[MPICH] MPI_Bcast hangs in Windows XP
Richard Li
xs_li at hotmail.com
Fri Sep 7 21:00:19 CDT 2007
Jayesh,
Thanks a lot for your info.
After a lot of trys, I was finally able to run cpi.exe across multiple hosts. It seems to have something to with the setting in my machine file. The following is the detail.
I use the following command to run cpi.exe:
mpiexec -n 2 -machinefile config.txt -channel ssm(or others) cpi.exe
a) If I have a config.txt file like the following:
host1name:1 -ifhn host1_ipaddress
host2name:2 -ifhn host2_ipaddress
Everything works fine(for all channels).
b) If I have a config.txt like the following:
host1name:1
host2:name:2
then, for sock channel, it hangs mpi_bcast.
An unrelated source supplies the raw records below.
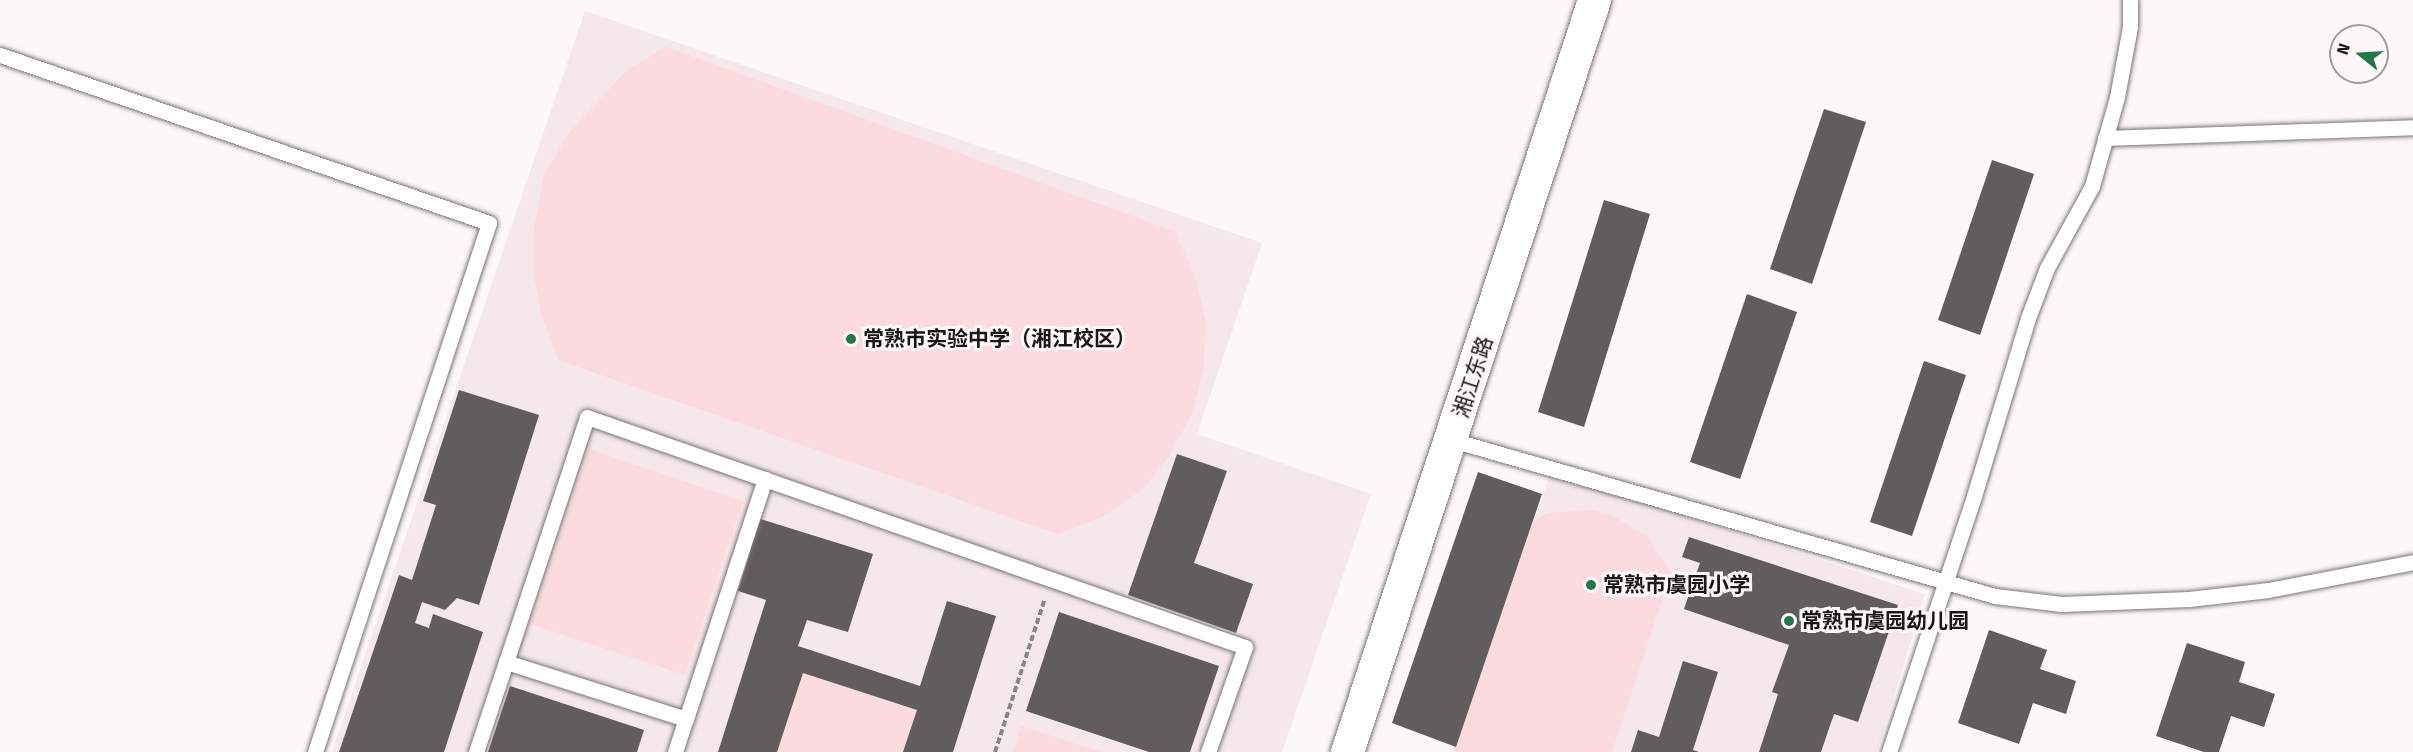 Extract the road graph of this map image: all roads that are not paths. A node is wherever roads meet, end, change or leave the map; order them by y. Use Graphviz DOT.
graph roads {
  1 [pos="1594,0"];
  2 [pos="2130,0"];
  3 [pos="0,55"];
  4 [pos="2413,127"];
  5 [pos="2105,138"];
  6 [pos="1452,440"];
  7 [pos="765,479"];
  8 [pos="2413,562"];
  9 [pos="1943,582"];
  10 [pos="506,662"];
  11 [pos="686,719"];
  12 [pos="315,752"];
  13 [pos="476,752"];
  14 [pos="675,752"];
  15 [pos="1208,752"];
  16 [pos="1347,752"];
  17 [pos="1889,752"];
  1 -- 6 [label="street, 湘江东路"];
  2 -- 5 [label="lane"];
  3 -- 12 [label="lane"];
  4 -- 5 [label="lane"];
  5 -- 9 [label="lane"];
  6 -- 9 [label="lane"];
  6 -- 16 [label="street, 湘江东路"];
  7 -- 10 [label="lane"];
  7 -- 11 [label="lane"];
  7 -- 15 [label="lane"];
  8 -- 9 [label="lane"];
  9 -- 17 [label="lane"];
  10 -- 11 [label="lane"];
  10 -- 13 [label="lane"];
  11 -- 14 [label="lane"];
} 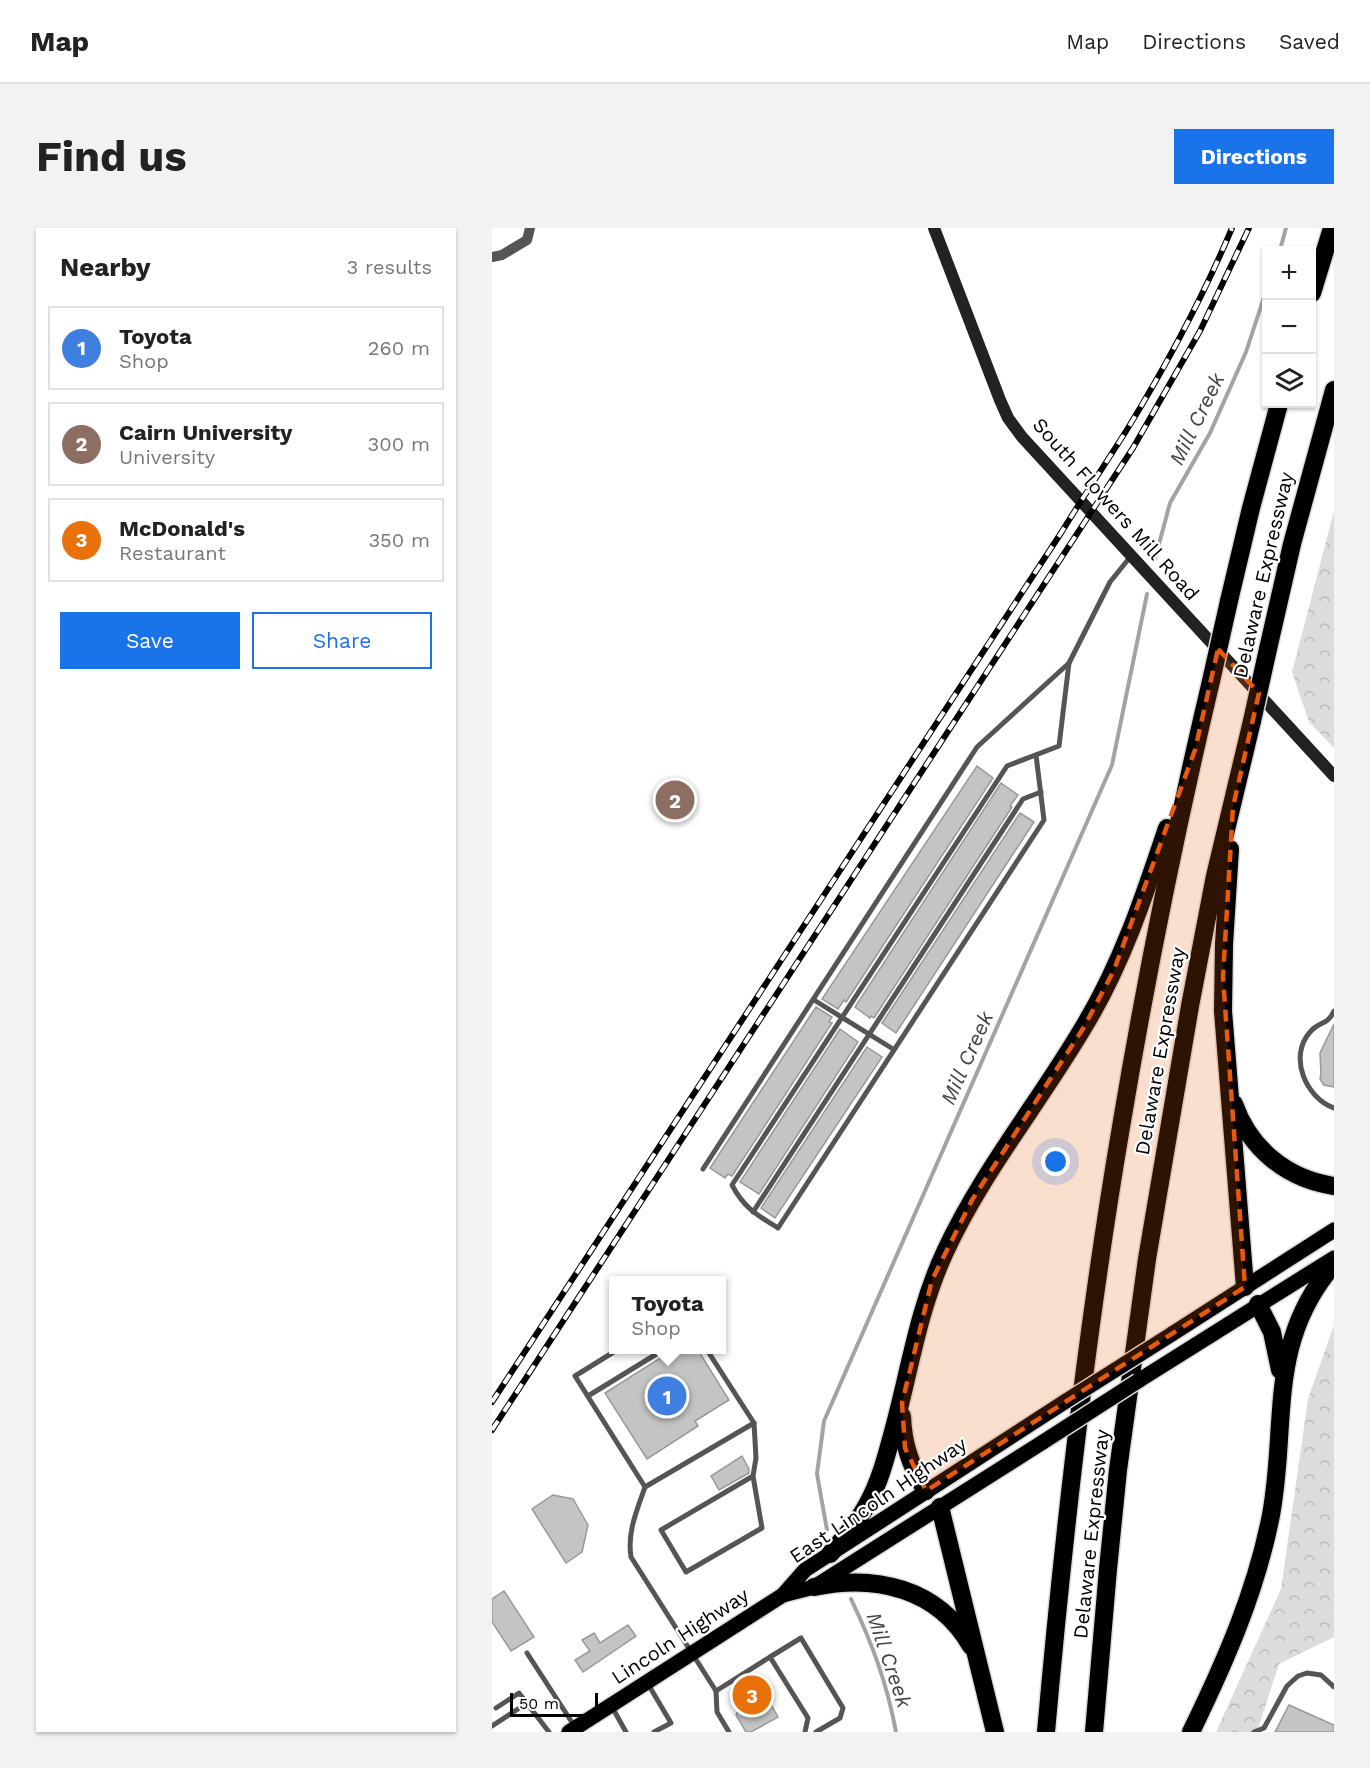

For auto and ssm, I got the following error message:
C:\public\bin>mpiexec -n 2 -machinefile
Config.txt -channel ssm or auto
C:\public\bin\cpi.exe
Enter the number of intervals: (0 quits)
100
job aborted:
rank: node: exit code[: error
message]
0: B0016350B383E: 1: Fatal error in MPI_Bcast: Other MPI error,
error stack:
MPI_Bcast(784).................: MPI_Bcast(buf=0012FE88,
count=1, MPI_INT, root=0, MPI_COMM_WORLD)
fai
led
MPIR_Bcast(230)................:
MPIC_Send(36)..................:
MPIDI_EagerContigSend(146).....:
failure occurred while attempting to send an eager
message
MPIDI_CH3_iStartMsgv(224)......:
MPIDI_CH3I_VC_post_connect(555):
[ch3:sock] rank 0 unable to connect to rank 1 using business card
<po
rt=3872 description=B001279FD7C60.corp.bankofamerica.com
ifname=171.188.32.154 shm_host=B001279FD7C60.
corp.bankofamerica.com
shm_queue=39E4F281-FCC0-4f4a-B540-EDC8D517F065 shm_pid=2484
>
MPIDU_Sock_post_connect(1228)..: unable to connect to
B001279FD7C60.corp.bankofamerica.com on port 387
2, exhausted all endpoints
(errno -1)
MPIDU_Sock_post_connect(1244)..: gethostbyname failed, The
requested name is valid and was found in th
e database, but it does not have
the correct associated data being resolved for. (errno 11004)
1:
B001279FD7C60: 1
I know this has something to do with my network setting, but just can't figure out why.
Any ideas?
Thanks
Richard
From: jayesh at mcs.anl.gov
To: xs_li at hotmail.com
CC: mpich-discuss at mcs.anl.gov
Subject: RE: [MPICH] MPI_Bcast hangs in Windows XP
Date: Thu, 6 Sep 2007 09:25:36 -0500
Hi,
The process manager (smpd) is responsible for
launching the MPI processes on the various machines and providing an MPI
processes information on how to communicate with other MPI
processes.
The SMPD process manager listens (default
case) on port 8676 and then asks the client PM to connect to a new port. So
you should allow SMPD process manager (smpd.exe --- installed as a service in
windows) to communicate at all ports (This is the easiest way. However you can
also restrict the port range used by SMPD. Refer to the windows devloper's guide
available at http://www-unix.mcs.anl.gov/mpi/mpich/ for
details.)
Make
sure that no firewall (1. Running on the individual machines 2. OR
on the network, filtering the traffic btw the machines) is preventing the
process managers & the MPI procs on the individual machines from
contacting each other.
(Note: Since
you do not know what changed in your network, it might help if you try analyzing
the network packets sent btw the machines using a packet sniffer like
Ethereal.)
Regards,
Jayesh
From: owner-mpich-discuss at mcs.anl.gov
[mailto:owner-mpich-discuss at mcs.anl.gov] On Behalf Of Richard
Li
Sent: Wednesday, September 05, 2007 8:21 PM
To:
mpich-discuss at mcs.anl.gov
Subject: [MPICH] MPI_Bcast hangs in Windows
XP
Hi
there,
I am writing an
application in Windows XP/VC8 and am having problem with MPI_Bcast(). I am
working in corporate environment and suspect it may have something to do with
our security policies, however, I don't know exact which low-level operations
failed .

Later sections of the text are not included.